Que retenir vraiment au final, par-delà les petites épopées de chacun des groupes ? Que la force d’un collectif naît des aspirations d’un peuple : ce sont les charts alternatifs anglais, les journalistes Garry Bushell et le grand John Peel avec son émission radio, ce sont les rééditions au poil de Captain Oi ! et Anagram… L’histoire musicale ne s’est pas arrêtée là puisqu’on suit des parcours de musiciens qui jouent ou suivent de près Ministry, Morrissey, Prodigy, Johnny Marr, The The, Fields Of The Nephilim, Primal Scream, Oasis ou And Also The Trees… Les échanges, tout au long de ce livre passionnant, sont vifs, ciblant la quête ou non du succès, la visibilité d’une époque qui tourne vite et où la jeunesse s’envole ou se prolonge, la violence nécessaire, acceptée, goûtée ou rejetée.

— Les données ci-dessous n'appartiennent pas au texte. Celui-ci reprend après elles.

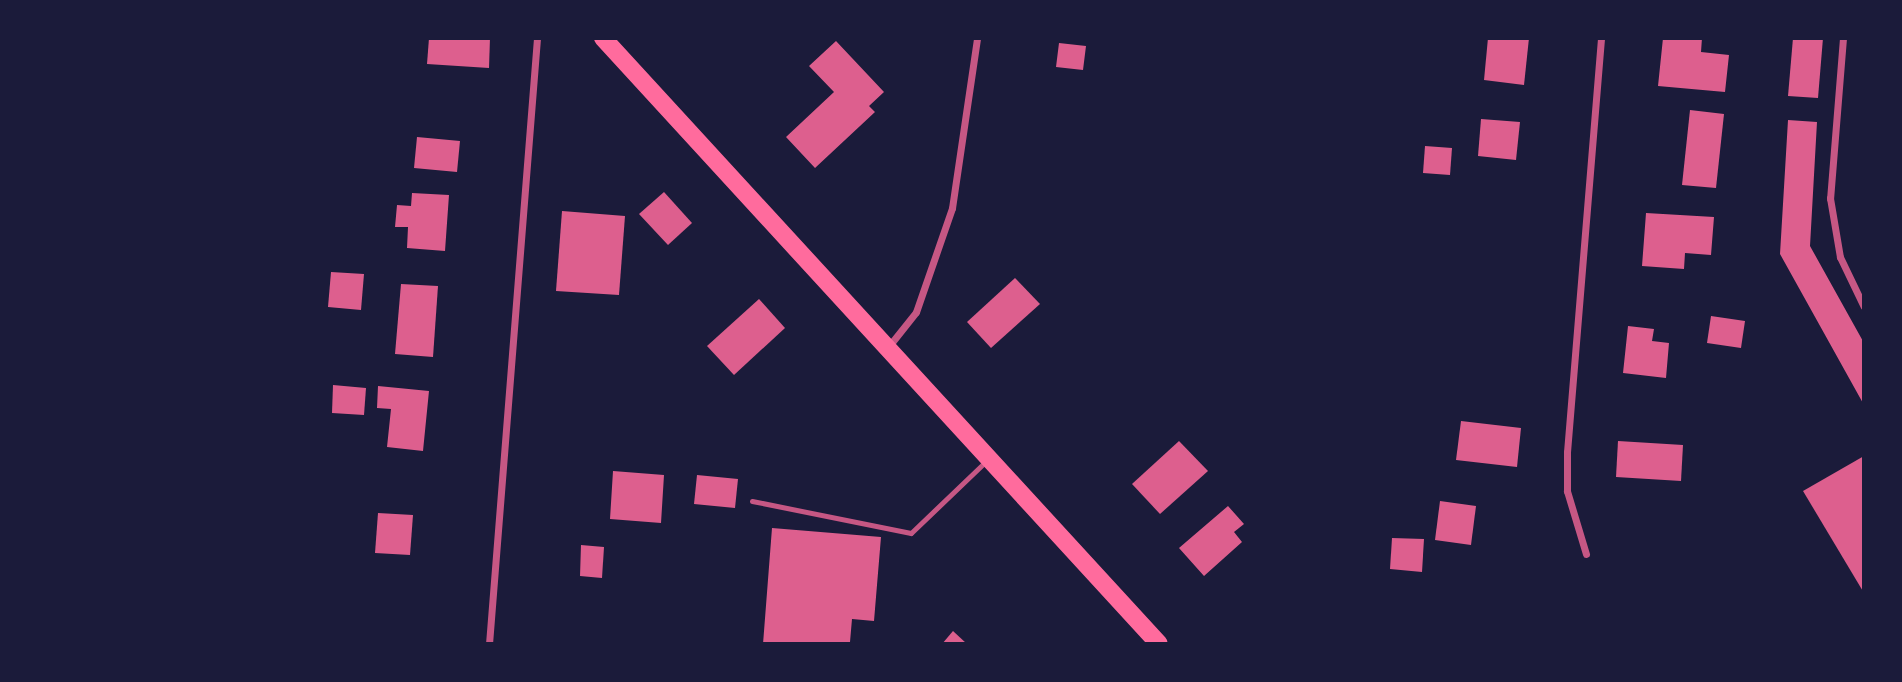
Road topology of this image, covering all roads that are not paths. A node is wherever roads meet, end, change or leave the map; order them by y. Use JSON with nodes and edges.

Des vies sauvées par le punk.

Burning Britain, Seconde vague du Punk britannique, écrit par Ian Glasper
Traduit par Frédéric Jalabert, Nico Poisson, David Mourey et Ladzi Galaï
Publié chez Rytrut
http://www.rytrut.com

NB : pour les visuels de cet article, j’ai volontairement placé des images non présentes dans le livre ; c’est une façon de montrer que la lecture amène à faire ses propres recherches sur les événements marquants et que d’autres documents sont disponibles pour qui veut prolonger l’expérience.

La photo 1 montre la manifestation contre la fermeture du Eric’s Club.
La photo 2 du punk avec un perfecto peint aux couleurs de Crass a été prise à Leeds en 1981 par Helma Hellinga.
L’image n°3 est un flyer.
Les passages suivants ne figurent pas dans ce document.